═══ Recorded information ═══
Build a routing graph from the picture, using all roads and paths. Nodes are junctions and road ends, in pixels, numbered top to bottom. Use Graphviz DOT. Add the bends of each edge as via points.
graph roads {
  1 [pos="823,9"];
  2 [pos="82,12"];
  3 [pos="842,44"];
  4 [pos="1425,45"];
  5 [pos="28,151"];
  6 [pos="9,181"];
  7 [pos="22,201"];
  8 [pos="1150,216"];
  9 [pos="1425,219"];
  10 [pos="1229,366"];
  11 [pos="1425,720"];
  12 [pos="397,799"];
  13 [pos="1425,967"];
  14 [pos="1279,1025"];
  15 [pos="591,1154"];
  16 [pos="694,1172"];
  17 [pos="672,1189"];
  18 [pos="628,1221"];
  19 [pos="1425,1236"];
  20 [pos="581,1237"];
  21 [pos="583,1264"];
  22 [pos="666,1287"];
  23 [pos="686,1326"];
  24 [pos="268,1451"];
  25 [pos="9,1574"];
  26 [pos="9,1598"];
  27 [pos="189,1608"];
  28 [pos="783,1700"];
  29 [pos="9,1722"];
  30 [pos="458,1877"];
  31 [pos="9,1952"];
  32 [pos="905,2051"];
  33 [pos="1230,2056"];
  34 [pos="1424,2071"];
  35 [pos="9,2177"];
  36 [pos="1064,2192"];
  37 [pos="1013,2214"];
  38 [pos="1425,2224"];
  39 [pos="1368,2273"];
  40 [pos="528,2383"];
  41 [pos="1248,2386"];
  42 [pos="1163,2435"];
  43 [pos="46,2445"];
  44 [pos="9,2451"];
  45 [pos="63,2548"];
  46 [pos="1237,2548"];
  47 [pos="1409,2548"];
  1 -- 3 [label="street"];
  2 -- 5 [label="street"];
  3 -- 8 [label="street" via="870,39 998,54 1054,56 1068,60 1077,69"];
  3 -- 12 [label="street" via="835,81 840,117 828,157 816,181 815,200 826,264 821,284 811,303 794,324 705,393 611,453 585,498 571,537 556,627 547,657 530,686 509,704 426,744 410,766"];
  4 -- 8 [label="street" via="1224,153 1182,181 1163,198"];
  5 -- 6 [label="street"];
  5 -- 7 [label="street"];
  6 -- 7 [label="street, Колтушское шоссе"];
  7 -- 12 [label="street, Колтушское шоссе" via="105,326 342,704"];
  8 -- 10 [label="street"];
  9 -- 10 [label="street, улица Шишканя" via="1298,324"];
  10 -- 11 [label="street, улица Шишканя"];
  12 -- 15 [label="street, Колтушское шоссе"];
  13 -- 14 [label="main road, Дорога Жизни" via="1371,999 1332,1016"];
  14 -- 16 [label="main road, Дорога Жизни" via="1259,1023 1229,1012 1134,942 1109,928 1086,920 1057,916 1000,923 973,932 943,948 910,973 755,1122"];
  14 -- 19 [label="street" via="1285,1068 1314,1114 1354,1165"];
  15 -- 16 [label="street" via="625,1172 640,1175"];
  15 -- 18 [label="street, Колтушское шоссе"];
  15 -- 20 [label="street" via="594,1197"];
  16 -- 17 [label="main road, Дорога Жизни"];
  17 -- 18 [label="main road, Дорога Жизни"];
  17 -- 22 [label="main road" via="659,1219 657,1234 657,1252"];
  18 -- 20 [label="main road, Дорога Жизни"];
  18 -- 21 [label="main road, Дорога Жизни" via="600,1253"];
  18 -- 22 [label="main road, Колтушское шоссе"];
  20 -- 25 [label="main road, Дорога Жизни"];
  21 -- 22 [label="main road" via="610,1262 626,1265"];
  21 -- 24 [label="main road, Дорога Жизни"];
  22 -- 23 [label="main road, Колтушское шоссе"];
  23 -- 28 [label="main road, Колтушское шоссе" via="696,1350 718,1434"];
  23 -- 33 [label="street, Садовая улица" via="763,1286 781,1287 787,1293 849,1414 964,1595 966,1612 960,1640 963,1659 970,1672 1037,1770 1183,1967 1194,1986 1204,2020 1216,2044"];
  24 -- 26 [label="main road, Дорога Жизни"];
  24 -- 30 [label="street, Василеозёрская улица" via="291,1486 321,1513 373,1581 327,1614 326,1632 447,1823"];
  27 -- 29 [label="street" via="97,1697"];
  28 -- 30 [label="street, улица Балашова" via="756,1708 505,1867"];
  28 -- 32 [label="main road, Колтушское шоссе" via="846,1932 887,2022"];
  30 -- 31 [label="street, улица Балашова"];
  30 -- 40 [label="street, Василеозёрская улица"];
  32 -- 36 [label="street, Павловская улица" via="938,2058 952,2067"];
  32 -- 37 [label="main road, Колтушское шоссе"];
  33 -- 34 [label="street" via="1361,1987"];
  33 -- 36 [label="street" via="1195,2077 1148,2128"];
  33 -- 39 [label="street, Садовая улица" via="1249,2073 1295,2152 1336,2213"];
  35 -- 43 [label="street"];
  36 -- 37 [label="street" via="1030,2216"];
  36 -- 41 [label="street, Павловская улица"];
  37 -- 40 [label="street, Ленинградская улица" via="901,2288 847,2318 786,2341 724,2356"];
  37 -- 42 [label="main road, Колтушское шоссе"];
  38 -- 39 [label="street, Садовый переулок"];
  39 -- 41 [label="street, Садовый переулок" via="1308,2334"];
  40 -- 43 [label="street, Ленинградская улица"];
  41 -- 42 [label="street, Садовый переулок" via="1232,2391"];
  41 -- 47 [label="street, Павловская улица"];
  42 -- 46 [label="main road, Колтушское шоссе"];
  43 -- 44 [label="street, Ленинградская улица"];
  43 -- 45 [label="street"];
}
═══
(What needs to be done)
Could you return all lines from the records that include the word "Шишканя"?

(Answer to this task)
  9 -- 10 [label="street, улица Шишканя" via="1298,324"];
  10 -- 11 [label="street, улица Шишканя"];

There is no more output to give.